Lines below that include the word "փողոց" should each be copied.

- TASK DATA:
=== Section Start ===
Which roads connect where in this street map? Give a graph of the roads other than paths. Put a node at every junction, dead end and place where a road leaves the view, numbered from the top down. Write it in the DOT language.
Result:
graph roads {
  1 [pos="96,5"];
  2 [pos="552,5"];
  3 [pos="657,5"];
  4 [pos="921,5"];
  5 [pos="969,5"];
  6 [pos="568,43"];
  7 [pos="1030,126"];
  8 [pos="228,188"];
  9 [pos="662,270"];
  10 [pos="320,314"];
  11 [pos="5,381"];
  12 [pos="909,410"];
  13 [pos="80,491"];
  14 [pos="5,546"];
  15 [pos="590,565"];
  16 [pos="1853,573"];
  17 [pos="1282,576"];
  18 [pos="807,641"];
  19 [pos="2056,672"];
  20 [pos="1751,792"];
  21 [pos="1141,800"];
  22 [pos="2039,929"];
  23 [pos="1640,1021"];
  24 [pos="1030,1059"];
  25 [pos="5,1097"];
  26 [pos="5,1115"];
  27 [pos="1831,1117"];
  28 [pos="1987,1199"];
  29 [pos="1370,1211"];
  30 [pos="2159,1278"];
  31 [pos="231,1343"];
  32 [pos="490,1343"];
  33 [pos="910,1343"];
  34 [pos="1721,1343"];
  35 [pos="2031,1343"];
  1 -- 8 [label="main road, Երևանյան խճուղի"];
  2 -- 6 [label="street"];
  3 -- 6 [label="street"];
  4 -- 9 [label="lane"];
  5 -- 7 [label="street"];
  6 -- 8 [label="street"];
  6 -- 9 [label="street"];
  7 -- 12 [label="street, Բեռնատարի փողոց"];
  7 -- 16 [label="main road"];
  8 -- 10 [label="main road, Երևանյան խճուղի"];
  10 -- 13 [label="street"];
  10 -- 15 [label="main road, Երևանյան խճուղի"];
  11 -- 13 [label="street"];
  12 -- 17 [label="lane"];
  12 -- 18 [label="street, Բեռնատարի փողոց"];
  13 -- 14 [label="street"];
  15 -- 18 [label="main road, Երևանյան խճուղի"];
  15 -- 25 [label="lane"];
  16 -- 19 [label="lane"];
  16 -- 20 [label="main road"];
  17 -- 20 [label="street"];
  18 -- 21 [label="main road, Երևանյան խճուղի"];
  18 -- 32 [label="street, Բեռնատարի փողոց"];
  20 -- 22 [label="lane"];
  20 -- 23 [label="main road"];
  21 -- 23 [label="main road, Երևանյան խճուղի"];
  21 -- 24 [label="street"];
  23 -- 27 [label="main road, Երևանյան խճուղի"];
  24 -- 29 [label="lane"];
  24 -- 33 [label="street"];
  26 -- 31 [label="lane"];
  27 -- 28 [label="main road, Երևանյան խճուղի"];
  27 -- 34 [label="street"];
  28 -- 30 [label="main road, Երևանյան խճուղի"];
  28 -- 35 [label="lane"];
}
=== Section End ===
- ANSWER AREA:
  7 -- 12 [label="street, Բեռնատարի փողոց"];
  12 -- 18 [label="street, Բեռնատարի փողոց"];
  18 -- 32 [label="street, Բեռնատարի փողոց"];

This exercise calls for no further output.